RECORDS FOR PROCESSING:
# # # #
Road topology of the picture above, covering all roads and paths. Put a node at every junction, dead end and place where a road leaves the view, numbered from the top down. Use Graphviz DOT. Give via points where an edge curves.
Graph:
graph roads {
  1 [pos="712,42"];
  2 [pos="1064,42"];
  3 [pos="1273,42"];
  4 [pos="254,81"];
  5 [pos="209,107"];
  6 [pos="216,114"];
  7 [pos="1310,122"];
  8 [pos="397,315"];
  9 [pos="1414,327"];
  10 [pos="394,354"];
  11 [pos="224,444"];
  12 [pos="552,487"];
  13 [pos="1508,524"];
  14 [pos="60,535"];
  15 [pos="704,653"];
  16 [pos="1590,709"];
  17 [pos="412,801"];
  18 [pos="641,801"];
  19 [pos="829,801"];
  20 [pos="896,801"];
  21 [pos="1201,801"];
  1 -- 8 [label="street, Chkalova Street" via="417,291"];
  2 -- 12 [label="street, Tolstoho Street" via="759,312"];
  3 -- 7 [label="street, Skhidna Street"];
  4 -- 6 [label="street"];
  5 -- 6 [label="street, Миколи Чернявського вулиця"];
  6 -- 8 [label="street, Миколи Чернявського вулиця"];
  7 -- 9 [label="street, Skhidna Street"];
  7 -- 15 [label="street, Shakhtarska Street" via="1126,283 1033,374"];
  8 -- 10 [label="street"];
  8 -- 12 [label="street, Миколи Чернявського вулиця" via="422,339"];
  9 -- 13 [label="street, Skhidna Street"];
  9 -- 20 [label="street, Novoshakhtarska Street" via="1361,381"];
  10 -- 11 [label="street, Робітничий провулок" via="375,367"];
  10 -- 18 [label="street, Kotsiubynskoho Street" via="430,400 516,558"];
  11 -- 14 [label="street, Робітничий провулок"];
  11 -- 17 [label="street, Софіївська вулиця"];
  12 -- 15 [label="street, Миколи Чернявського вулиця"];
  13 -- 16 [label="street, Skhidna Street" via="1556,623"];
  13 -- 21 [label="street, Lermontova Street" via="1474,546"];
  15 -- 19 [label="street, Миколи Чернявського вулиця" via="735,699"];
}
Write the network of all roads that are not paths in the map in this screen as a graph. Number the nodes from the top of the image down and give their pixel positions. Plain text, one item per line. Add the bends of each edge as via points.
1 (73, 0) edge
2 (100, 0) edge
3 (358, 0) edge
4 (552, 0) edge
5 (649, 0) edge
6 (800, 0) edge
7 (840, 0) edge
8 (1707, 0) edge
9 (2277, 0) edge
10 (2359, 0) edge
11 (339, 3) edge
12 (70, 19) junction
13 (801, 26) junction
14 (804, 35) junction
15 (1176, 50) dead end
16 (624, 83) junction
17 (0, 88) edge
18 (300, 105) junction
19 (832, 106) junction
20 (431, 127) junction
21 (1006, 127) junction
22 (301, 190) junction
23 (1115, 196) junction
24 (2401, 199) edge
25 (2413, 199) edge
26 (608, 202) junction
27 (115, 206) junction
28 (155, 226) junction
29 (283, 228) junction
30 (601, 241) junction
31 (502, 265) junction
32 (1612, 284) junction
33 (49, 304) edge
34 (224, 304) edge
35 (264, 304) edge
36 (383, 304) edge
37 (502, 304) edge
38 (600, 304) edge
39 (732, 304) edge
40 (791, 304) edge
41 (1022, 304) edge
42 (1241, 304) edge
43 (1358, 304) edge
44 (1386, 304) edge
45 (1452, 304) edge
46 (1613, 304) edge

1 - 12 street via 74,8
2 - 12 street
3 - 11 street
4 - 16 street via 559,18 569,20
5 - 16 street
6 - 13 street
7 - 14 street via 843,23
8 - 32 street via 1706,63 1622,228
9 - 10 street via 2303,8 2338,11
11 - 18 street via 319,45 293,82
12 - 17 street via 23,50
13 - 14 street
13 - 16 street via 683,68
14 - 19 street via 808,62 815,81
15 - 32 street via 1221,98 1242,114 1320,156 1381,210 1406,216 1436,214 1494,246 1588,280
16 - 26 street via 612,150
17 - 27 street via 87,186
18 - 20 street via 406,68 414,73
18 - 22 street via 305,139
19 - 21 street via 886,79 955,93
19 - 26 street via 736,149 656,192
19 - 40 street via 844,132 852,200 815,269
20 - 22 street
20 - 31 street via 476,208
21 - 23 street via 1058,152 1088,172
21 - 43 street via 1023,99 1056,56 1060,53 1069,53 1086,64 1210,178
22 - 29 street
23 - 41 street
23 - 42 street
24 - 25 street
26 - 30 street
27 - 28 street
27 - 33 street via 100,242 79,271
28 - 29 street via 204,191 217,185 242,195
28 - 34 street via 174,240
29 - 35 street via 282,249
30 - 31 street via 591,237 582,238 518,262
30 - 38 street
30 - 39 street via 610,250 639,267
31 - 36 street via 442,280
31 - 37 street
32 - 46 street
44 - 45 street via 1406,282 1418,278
# # # #
TASK GOAL: An exact copy of all the records above is needed.

SOLUTION TO THE PROBLEM:
Road topology of the picture above, covering all roads and paths. Put a node at every junction, dead end and place where a road leaves the view, numbered from the top down. Use Graphviz DOT. Give via points where an edge curves.
Graph:
graph roads {
  1 [pos="712,42"];
  2 [pos="1064,42"];
  3 [pos="1273,42"];
  4 [pos="254,81"];
  5 [pos="209,107"];
  6 [pos="216,114"];
  7 [pos="1310,122"];
  8 [pos="397,315"];
  9 [pos="1414,327"];
  10 [pos="394,354"];
  11 [pos="224,444"];
  12 [pos="552,487"];
  13 [pos="1508,524"];
  14 [pos="60,535"];
  15 [pos="704,653"];
  16 [pos="1590,709"];
  17 [pos="412,801"];
  18 [pos="641,801"];
  19 [pos="829,801"];
  20 [pos="896,801"];
  21 [pos="1201,801"];
  1 -- 8 [label="street, Chkalova Street" via="417,291"];
  2 -- 12 [label="street, Tolstoho Street" via="759,312"];
  3 -- 7 [label="street, Skhidna Street"];
  4 -- 6 [label="street"];
  5 -- 6 [label="street, Миколи Чернявського вулиця"];
  6 -- 8 [label="street, Миколи Чернявського вулиця"];
  7 -- 9 [label="street, Skhidna Street"];
  7 -- 15 [label="street, Shakhtarska Street" via="1126,283 1033,374"];
  8 -- 10 [label="street"];
  8 -- 12 [label="street, Миколи Чернявського вулиця" via="422,339"];
  9 -- 13 [label="street, Skhidna Street"];
  9 -- 20 [label="street, Novoshakhtarska Street" via="1361,381"];
  10 -- 11 [label="street, Робітничий провулок" via="375,367"];
  10 -- 18 [label="street, Kotsiubynskoho Street" via="430,400 516,558"];
  11 -- 14 [label="street, Робітничий провулок"];
  11 -- 17 [label="street, Софіївська вулиця"];
  12 -- 15 [label="street, Миколи Чернявського вулиця"];
  13 -- 16 [label="street, Skhidna Street" via="1556,623"];
  13 -- 21 [label="street, Lermontova Street" via="1474,546"];
  15 -- 19 [label="street, Миколи Чернявського вулиця" via="735,699"];
}
Write the network of all roads that are not paths in the map in this screen as a graph. Number the nodes from the top of the image down and give their pixel positions. Plain text, one item per line. Add the bends of each edge as via points.
1 (73, 0) edge
2 (100, 0) edge
3 (358, 0) edge
4 (552, 0) edge
5 (649, 0) edge
6 (800, 0) edge
7 (840, 0) edge
8 (1707, 0) edge
9 (2277, 0) edge
10 (2359, 0) edge
11 (339, 3) edge
12 (70, 19) junction
13 (801, 26) junction
14 (804, 35) junction
15 (1176, 50) dead end
16 (624, 83) junction
17 (0, 88) edge
18 (300, 105) junction
19 (832, 106) junction
20 (431, 127) junction
21 (1006, 127) junction
22 (301, 190) junction
23 (1115, 196) junction
24 (2401, 199) edge
25 (2413, 199) edge
26 (608, 202) junction
27 (115, 206) junction
28 (155, 226) junction
29 (283, 228) junction
30 (601, 241) junction
31 (502, 265) junction
32 (1612, 284) junction
33 (49, 304) edge
34 (224, 304) edge
35 (264, 304) edge
36 (383, 304) edge
37 (502, 304) edge
38 (600, 304) edge
39 (732, 304) edge
40 (791, 304) edge
41 (1022, 304) edge
42 (1241, 304) edge
43 (1358, 304) edge
44 (1386, 304) edge
45 (1452, 304) edge
46 (1613, 304) edge

1 - 12 street via 74,8
2 - 12 street
3 - 11 street
4 - 16 street via 559,18 569,20
5 - 16 street
6 - 13 street
7 - 14 street via 843,23
8 - 32 street via 1706,63 1622,228
9 - 10 street via 2303,8 2338,11
11 - 18 street via 319,45 293,82
12 - 17 street via 23,50
13 - 14 street
13 - 16 street via 683,68
14 - 19 street via 808,62 815,81
15 - 32 street via 1221,98 1242,114 1320,156 1381,210 1406,216 1436,214 1494,246 1588,280
16 - 26 street via 612,150
17 - 27 street via 87,186
18 - 20 street via 406,68 414,73
18 - 22 street via 305,139
19 - 21 street via 886,79 955,93
19 - 26 street via 736,149 656,192
19 - 40 street via 844,132 852,200 815,269
20 - 22 street
20 - 31 street via 476,208
21 - 23 street via 1058,152 1088,172
21 - 43 street via 1023,99 1056,56 1060,53 1069,53 1086,64 1210,178
22 - 29 street
23 - 41 street
23 - 42 street
24 - 25 street
26 - 30 street
27 - 28 street
27 - 33 street via 100,242 79,271
28 - 29 street via 204,191 217,185 242,195
28 - 34 street via 174,240
29 - 35 street via 282,249
30 - 31 street via 591,237 582,238 518,262
30 - 38 street
30 - 39 street via 610,250 639,267
31 - 36 street via 442,280
31 - 37 street
32 - 46 street
44 - 45 street via 1406,282 1418,278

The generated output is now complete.